Your instructions: Please return the whole listing word for word.

[[ Exercise data, beginning ]]

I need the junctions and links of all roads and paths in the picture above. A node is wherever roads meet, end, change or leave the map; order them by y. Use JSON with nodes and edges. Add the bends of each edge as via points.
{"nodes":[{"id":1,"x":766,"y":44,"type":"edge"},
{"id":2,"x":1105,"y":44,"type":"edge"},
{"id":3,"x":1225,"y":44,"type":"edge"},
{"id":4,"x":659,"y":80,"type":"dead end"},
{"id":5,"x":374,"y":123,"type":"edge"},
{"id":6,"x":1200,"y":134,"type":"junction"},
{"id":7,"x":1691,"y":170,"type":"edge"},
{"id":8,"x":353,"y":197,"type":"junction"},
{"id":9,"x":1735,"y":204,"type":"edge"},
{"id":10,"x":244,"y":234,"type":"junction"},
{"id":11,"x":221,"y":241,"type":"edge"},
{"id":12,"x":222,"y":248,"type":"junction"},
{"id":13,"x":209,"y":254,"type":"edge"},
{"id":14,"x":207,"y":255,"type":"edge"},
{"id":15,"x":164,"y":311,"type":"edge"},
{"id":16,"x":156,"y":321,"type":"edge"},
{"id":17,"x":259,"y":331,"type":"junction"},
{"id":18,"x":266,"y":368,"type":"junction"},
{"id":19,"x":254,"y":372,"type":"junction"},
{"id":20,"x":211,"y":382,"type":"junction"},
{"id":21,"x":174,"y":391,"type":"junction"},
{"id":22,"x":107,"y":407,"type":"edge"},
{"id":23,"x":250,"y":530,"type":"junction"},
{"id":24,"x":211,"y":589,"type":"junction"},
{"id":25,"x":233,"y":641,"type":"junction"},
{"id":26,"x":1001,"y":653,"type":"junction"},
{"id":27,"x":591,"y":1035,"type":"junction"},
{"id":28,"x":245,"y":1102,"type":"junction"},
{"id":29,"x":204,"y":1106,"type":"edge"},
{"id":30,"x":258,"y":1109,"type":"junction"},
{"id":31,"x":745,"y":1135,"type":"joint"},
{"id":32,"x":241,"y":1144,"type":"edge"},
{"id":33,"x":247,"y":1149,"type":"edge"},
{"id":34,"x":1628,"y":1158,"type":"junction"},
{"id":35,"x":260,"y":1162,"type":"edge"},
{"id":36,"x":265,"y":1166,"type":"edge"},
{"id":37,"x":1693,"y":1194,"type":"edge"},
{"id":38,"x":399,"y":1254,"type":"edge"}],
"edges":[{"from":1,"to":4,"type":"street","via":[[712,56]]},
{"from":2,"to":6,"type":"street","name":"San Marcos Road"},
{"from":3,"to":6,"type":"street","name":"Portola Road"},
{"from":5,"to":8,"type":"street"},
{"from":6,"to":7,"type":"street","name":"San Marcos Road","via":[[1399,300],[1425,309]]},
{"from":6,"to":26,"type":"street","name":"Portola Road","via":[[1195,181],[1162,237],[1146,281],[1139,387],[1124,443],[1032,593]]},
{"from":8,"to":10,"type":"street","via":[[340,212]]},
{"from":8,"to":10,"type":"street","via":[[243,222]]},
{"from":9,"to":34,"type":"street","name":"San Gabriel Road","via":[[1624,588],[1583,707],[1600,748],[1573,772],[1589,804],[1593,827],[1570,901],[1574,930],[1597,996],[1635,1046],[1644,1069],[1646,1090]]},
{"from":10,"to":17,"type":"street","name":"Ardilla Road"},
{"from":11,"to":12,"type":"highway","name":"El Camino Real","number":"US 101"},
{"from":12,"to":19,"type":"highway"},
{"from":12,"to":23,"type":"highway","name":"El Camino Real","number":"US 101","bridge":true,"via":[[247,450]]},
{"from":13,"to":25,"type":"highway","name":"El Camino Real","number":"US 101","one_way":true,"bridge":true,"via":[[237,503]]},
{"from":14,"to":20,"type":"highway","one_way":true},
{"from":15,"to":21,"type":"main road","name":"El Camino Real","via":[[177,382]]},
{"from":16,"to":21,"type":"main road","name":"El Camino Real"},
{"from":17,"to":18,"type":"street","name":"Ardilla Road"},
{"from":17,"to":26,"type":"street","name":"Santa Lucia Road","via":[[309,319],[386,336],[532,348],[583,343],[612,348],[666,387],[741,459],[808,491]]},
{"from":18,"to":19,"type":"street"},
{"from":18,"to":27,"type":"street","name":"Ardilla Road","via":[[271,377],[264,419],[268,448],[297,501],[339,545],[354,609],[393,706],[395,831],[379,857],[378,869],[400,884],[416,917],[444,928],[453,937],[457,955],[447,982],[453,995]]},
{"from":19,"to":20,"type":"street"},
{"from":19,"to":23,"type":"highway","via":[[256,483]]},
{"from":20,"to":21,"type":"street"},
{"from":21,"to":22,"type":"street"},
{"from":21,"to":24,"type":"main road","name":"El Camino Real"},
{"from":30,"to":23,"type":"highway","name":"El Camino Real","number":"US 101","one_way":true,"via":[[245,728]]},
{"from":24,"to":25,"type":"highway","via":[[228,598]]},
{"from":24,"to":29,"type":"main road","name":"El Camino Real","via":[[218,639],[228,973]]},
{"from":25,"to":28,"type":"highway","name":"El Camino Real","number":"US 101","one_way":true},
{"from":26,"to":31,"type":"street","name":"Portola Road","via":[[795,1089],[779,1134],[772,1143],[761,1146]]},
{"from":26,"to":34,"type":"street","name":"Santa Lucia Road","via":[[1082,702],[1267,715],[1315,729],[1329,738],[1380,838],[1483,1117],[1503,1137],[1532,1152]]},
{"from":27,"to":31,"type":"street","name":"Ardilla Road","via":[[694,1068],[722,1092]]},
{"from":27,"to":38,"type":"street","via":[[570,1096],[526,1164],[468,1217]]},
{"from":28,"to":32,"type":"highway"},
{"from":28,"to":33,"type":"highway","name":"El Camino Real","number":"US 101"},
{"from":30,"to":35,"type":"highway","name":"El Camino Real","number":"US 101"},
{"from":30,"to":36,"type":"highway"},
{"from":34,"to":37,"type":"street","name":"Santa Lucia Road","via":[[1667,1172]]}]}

[[ Exercise data, end ]]

Written answer:
I need the junctions and links of all roads and paths in the picture above. A node is wherever roads meet, end, change or leave the map; order them by y. Use JSON with nodes and edges. Add the bends of each edge as via points.
{"nodes":[{"id":1,"x":766,"y":44,"type":"edge"},
{"id":2,"x":1105,"y":44,"type":"edge"},
{"id":3,"x":1225,"y":44,"type":"edge"},
{"id":4,"x":659,"y":80,"type":"dead end"},
{"id":5,"x":374,"y":123,"type":"edge"},
{"id":6,"x":1200,"y":134,"type":"junction"},
{"id":7,"x":1691,"y":170,"type":"edge"},
{"id":8,"x":353,"y":197,"type":"junction"},
{"id":9,"x":1735,"y":204,"type":"edge"},
{"id":10,"x":244,"y":234,"type":"junction"},
{"id":11,"x":221,"y":241,"type":"edge"},
{"id":12,"x":222,"y":248,"type":"junction"},
{"id":13,"x":209,"y":254,"type":"edge"},
{"id":14,"x":207,"y":255,"type":"edge"},
{"id":15,"x":164,"y":311,"type":"edge"},
{"id":16,"x":156,"y":321,"type":"edge"},
{"id":17,"x":259,"y":331,"type":"junction"},
{"id":18,"x":266,"y":368,"type":"junction"},
{"id":19,"x":254,"y":372,"type":"junction"},
{"id":20,"x":211,"y":382,"type":"junction"},
{"id":21,"x":174,"y":391,"type":"junction"},
{"id":22,"x":107,"y":407,"type":"edge"},
{"id":23,"x":250,"y":530,"type":"junction"},
{"id":24,"x":211,"y":589,"type":"junction"},
{"id":25,"x":233,"y":641,"type":"junction"},
{"id":26,"x":1001,"y":653,"type":"junction"},
{"id":27,"x":591,"y":1035,"type":"junction"},
{"id":28,"x":245,"y":1102,"type":"junction"},
{"id":29,"x":204,"y":1106,"type":"edge"},
{"id":30,"x":258,"y":1109,"type":"junction"},
{"id":31,"x":745,"y":1135,"type":"joint"},
{"id":32,"x":241,"y":1144,"type":"edge"},
{"id":33,"x":247,"y":1149,"type":"edge"},
{"id":34,"x":1628,"y":1158,"type":"junction"},
{"id":35,"x":260,"y":1162,"type":"edge"},
{"id":36,"x":265,"y":1166,"type":"edge"},
{"id":37,"x":1693,"y":1194,"type":"edge"},
{"id":38,"x":399,"y":1254,"type":"edge"}],
"edges":[{"from":1,"to":4,"type":"street","via":[[712,56]]},
{"from":2,"to":6,"type":"street","name":"San Marcos Road"},
{"from":3,"to":6,"type":"street","name":"Portola Road"},
{"from":5,"to":8,"type":"street"},
{"from":6,"to":7,"type":"street","name":"San Marcos Road","via":[[1399,300],[1425,309]]},
{"from":6,"to":26,"type":"street","name":"Portola Road","via":[[1195,181],[1162,237],[1146,281],[1139,387],[1124,443],[1032,593]]},
{"from":8,"to":10,"type":"street","via":[[340,212]]},
{"from":8,"to":10,"type":"street","via":[[243,222]]},
{"from":9,"to":34,"type":"street","name":"San Gabriel Road","via":[[1624,588],[1583,707],[1600,748],[1573,772],[1589,804],[1593,827],[1570,901],[1574,930],[1597,996],[1635,1046],[1644,1069],[1646,1090]]},
{"from":10,"to":17,"type":"street","name":"Ardilla Road"},
{"from":11,"to":12,"type":"highway","name":"El Camino Real","number":"US 101"},
{"from":12,"to":19,"type":"highway"},
{"from":12,"to":23,"type":"highway","name":"El Camino Real","number":"US 101","bridge":true,"via":[[247,450]]},
{"from":13,"to":25,"type":"highway","name":"El Camino Real","number":"US 101","one_way":true,"bridge":true,"via":[[237,503]]},
{"from":14,"to":20,"type":"highway","one_way":true},
{"from":15,"to":21,"type":"main road","name":"El Camino Real","via":[[177,382]]},
{"from":16,"to":21,"type":"main road","name":"El Camino Real"},
{"from":17,"to":18,"type":"street","name":"Ardilla Road"},
{"from":17,"to":26,"type":"street","name":"Santa Lucia Road","via":[[309,319],[386,336],[532,348],[583,343],[612,348],[666,387],[741,459],[808,491]]},
{"from":18,"to":19,"type":"street"},
{"from":18,"to":27,"type":"street","name":"Ardilla Road","via":[[271,377],[264,419],[268,448],[297,501],[339,545],[354,609],[393,706],[395,831],[379,857],[378,869],[400,884],[416,917],[444,928],[453,937],[457,955],[447,982],[453,995]]},
{"from":19,"to":20,"type":"street"},
{"from":19,"to":23,"type":"highway","via":[[256,483]]},
{"from":20,"to":21,"type":"street"},
{"from":21,"to":22,"type":"street"},
{"from":21,"to":24,"type":"main road","name":"El Camino Real"},
{"from":30,"to":23,"type":"highway","name":"El Camino Real","number":"US 101","one_way":true,"via":[[245,728]]},
{"from":24,"to":25,"type":"highway","via":[[228,598]]},
{"from":24,"to":29,"type":"main road","name":"El Camino Real","via":[[218,639],[228,973]]},
{"from":25,"to":28,"type":"highway","name":"El Camino Real","number":"US 101","one_way":true},
{"from":26,"to":31,"type":"street","name":"Portola Road","via":[[795,1089],[779,1134],[772,1143],[761,1146]]},
{"from":26,"to":34,"type":"street","name":"Santa Lucia Road","via":[[1082,702],[1267,715],[1315,729],[1329,738],[1380,838],[1483,1117],[1503,1137],[1532,1152]]},
{"from":27,"to":31,"type":"street","name":"Ardilla Road","via":[[694,1068],[722,1092]]},
{"from":27,"to":38,"type":"street","via":[[570,1096],[526,1164],[468,1217]]},
{"from":28,"to":32,"type":"highway"},
{"from":28,"to":33,"type":"highway","name":"El Camino Real","number":"US 101"},
{"from":30,"to":35,"type":"highway","name":"El Camino Real","number":"US 101"},
{"from":30,"to":36,"type":"highway"},
{"from":34,"to":37,"type":"street","name":"Santa Lucia Road","via":[[1667,1172]]}]}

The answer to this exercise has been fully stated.